=== PROBLEM DETAILS ===
Note each line of the entries that includes "paths". Then copy those lines.

◆ ◆ ◆ ◆ ◆

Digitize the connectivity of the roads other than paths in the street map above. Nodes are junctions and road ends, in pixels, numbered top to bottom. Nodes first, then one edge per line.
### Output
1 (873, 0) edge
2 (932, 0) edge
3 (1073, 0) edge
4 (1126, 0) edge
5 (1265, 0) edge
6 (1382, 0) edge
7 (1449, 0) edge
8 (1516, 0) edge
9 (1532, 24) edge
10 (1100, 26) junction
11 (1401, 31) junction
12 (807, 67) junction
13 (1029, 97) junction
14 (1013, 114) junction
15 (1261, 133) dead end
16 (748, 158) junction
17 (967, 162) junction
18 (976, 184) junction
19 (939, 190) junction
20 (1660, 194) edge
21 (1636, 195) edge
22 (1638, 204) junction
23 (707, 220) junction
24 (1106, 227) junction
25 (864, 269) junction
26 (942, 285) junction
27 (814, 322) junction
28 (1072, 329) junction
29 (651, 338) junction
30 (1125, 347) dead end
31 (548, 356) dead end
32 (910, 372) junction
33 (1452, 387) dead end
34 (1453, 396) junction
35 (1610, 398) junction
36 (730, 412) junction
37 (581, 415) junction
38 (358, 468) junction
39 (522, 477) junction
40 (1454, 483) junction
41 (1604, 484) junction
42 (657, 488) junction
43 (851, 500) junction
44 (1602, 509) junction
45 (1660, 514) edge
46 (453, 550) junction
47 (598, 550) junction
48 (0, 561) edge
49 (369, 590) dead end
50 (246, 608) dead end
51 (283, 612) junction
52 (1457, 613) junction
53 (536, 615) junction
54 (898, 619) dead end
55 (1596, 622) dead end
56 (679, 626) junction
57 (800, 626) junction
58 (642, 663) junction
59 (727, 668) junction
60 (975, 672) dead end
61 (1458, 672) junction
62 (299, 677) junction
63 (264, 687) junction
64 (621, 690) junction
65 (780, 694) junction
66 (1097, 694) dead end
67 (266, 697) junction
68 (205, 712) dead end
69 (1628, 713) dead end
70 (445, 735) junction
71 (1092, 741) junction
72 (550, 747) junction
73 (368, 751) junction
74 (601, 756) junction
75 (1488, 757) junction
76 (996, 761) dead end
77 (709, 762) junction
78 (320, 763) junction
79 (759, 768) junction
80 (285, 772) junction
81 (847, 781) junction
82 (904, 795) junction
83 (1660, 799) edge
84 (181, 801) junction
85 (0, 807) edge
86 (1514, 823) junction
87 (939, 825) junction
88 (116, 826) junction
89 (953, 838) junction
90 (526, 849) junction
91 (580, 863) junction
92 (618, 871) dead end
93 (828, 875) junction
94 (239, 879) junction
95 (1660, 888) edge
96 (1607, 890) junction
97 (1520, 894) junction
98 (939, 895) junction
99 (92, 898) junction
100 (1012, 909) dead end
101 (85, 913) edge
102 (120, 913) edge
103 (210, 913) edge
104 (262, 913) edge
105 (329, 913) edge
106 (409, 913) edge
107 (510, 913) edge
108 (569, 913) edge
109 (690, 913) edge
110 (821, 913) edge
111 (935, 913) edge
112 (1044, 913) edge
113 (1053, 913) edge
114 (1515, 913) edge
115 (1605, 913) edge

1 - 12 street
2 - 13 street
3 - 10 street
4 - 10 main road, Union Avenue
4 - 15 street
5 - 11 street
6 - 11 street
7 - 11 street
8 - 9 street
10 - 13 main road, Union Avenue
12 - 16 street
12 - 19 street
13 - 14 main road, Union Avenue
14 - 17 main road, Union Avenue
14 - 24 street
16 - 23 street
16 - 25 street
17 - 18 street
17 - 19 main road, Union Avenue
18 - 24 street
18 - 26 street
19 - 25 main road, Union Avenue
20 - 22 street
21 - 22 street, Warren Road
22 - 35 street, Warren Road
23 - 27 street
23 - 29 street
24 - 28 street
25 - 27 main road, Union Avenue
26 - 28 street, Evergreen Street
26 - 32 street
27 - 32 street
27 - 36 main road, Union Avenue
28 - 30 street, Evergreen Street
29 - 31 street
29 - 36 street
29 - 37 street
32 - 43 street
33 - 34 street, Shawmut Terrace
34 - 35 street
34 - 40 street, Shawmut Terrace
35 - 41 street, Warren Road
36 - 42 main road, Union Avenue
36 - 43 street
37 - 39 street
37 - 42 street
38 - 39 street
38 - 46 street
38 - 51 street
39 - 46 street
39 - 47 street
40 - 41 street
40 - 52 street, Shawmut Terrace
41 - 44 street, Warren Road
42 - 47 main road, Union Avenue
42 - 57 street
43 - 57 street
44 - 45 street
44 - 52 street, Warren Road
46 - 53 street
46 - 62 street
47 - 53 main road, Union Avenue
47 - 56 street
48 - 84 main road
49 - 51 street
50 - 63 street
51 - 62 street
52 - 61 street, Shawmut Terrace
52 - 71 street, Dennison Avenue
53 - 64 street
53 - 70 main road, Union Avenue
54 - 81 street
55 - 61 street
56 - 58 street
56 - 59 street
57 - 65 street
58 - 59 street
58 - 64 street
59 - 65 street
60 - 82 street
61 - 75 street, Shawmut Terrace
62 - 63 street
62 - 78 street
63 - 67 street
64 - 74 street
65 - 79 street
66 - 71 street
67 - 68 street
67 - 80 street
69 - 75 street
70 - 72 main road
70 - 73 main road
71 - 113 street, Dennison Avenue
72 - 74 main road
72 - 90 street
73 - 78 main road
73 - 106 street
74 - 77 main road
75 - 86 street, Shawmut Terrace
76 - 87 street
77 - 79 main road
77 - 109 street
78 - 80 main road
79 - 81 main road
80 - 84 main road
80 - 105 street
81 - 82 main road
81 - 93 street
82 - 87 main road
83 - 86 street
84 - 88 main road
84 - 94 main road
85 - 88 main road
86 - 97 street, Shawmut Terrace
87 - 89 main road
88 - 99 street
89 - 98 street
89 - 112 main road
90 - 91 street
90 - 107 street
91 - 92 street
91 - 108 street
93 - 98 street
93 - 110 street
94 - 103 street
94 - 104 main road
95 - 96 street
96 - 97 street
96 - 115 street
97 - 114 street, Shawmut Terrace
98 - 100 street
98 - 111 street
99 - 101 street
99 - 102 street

◆ ◆ ◆ ◆ ◆

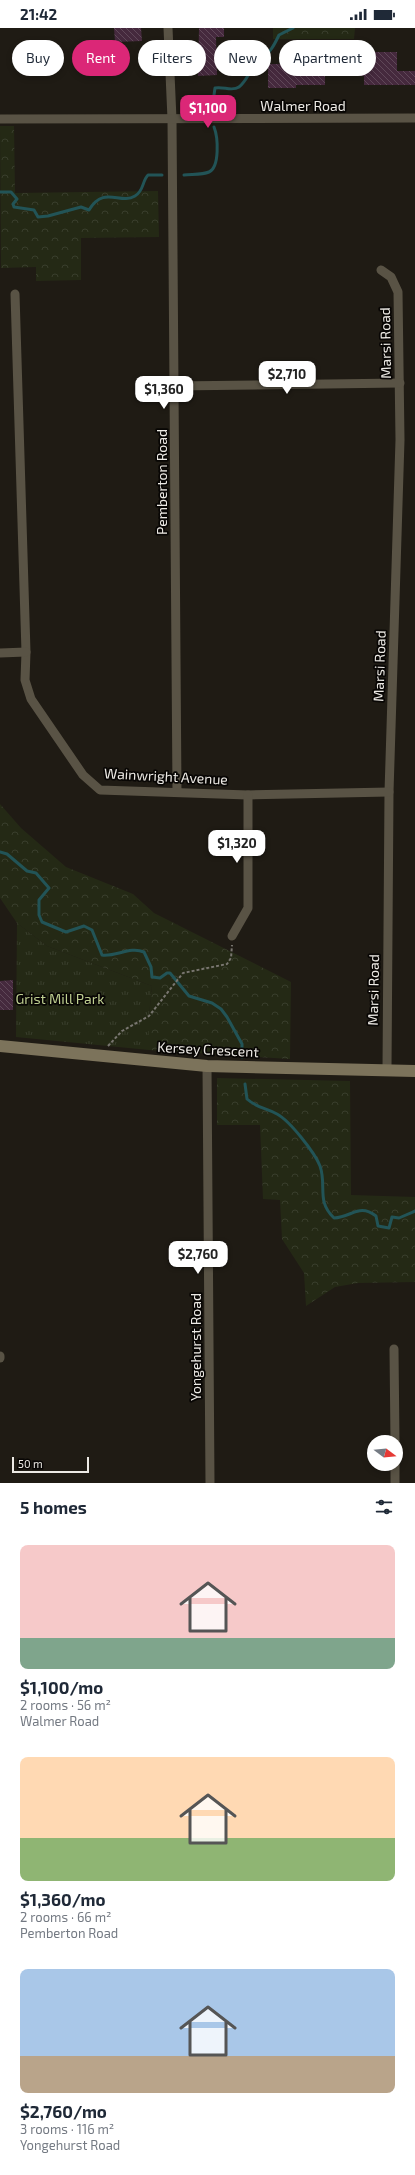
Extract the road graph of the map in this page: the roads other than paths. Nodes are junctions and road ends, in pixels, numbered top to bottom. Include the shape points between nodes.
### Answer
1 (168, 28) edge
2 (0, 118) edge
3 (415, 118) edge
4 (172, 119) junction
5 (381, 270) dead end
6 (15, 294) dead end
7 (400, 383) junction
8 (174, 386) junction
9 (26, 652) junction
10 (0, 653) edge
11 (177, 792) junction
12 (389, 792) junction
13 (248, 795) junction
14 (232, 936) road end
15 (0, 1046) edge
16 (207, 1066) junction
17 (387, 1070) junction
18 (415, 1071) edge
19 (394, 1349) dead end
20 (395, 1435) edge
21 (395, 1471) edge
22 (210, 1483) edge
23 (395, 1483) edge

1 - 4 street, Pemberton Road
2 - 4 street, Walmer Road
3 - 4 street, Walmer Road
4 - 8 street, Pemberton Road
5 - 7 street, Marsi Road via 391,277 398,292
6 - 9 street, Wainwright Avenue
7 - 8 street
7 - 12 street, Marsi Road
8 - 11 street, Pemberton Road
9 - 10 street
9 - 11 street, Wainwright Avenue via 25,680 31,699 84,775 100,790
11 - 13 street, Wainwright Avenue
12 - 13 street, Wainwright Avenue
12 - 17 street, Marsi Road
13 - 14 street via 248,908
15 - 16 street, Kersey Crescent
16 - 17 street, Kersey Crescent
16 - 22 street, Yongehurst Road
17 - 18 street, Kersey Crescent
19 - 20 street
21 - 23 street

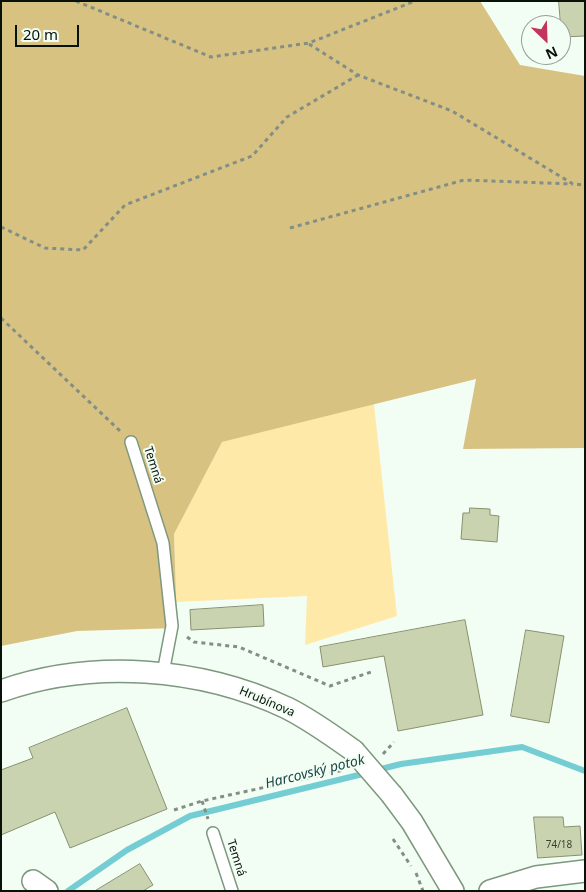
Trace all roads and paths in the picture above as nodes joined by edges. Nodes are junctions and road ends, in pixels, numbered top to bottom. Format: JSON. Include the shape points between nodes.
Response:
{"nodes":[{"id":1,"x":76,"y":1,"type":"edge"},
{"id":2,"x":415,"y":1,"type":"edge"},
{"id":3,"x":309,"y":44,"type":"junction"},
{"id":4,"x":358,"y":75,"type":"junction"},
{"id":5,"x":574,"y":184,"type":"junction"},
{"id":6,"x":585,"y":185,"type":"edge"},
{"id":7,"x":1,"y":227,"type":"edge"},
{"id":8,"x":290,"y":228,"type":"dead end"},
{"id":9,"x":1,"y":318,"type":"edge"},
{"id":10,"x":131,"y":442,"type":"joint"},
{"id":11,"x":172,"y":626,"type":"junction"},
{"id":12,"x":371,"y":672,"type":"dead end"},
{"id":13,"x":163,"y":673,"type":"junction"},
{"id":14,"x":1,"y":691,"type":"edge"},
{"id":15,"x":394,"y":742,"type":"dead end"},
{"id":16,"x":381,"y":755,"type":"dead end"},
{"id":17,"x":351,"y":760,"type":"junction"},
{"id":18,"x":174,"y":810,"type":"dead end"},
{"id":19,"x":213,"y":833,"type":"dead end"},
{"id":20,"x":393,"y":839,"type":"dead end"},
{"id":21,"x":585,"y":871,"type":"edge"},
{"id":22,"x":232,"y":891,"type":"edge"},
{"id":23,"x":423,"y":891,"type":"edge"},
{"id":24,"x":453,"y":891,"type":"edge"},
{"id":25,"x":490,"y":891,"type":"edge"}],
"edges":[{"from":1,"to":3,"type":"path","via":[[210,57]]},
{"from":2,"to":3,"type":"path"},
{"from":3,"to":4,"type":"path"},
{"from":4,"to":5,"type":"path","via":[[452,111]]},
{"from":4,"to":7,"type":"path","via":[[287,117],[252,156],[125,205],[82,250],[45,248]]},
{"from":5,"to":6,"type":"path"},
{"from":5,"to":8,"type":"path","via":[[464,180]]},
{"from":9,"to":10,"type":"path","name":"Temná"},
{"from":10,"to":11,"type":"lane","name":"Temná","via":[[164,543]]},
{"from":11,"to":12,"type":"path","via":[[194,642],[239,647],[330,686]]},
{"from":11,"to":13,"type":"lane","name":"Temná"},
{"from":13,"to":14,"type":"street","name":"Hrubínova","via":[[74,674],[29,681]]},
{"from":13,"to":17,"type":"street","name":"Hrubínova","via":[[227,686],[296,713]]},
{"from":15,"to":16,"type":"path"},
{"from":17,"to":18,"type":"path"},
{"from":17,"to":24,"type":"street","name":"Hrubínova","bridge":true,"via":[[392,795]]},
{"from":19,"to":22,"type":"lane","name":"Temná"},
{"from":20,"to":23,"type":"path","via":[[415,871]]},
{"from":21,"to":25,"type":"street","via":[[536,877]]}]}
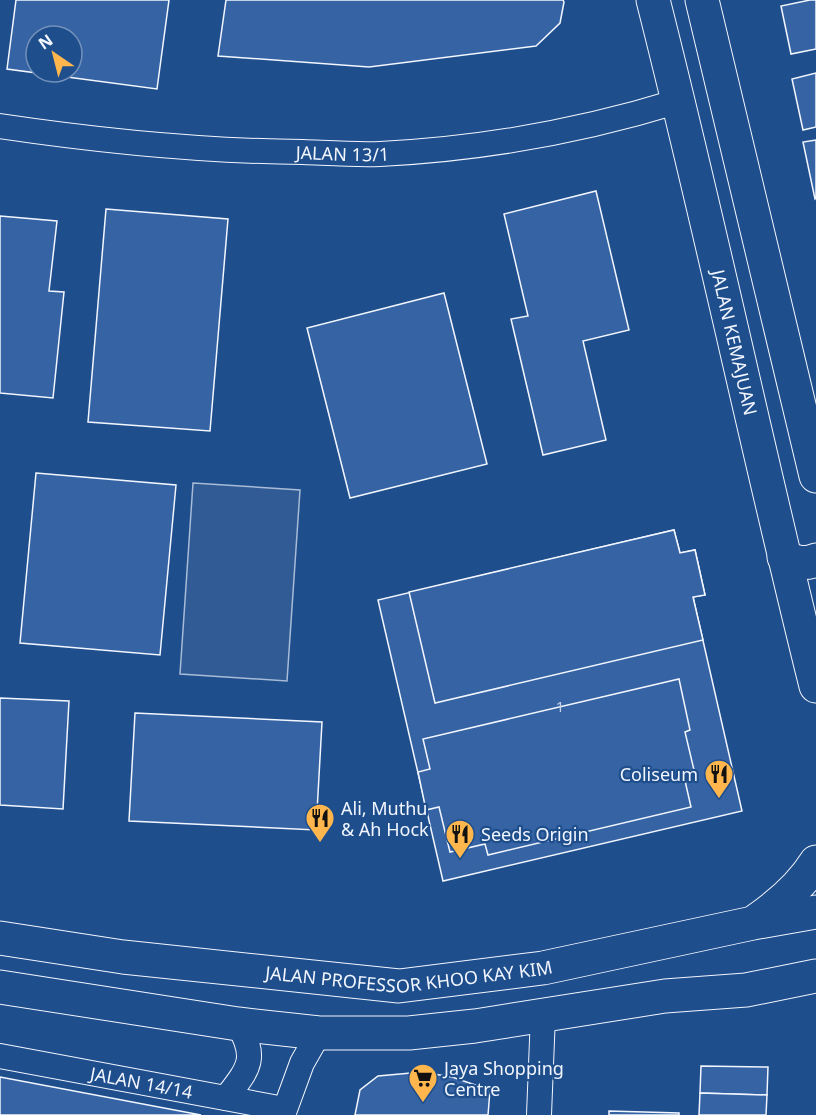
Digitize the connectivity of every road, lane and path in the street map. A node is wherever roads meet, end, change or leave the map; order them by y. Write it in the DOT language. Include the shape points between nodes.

◆ ◆ ◆ ◆ ◆

=== FINISHED EXERCISE ===
Digitize the connectivity of the roads other than paths in the street map above. Nodes are junctions and road ends, in pixels, numbered top to bottom. Nodes first, then one edge per line.
Extract the road graph of the map in this page: the roads other than paths. Nodes are junctions and road ends, in pixels, numbered top to bottom. Include the shape points between nodes.
Trace all roads and paths in the picture above as nodes joined by edges. Nodes are junctions and road ends, in pixels, numbered top to bottom. Format: JSON. Include the shape points between nodes.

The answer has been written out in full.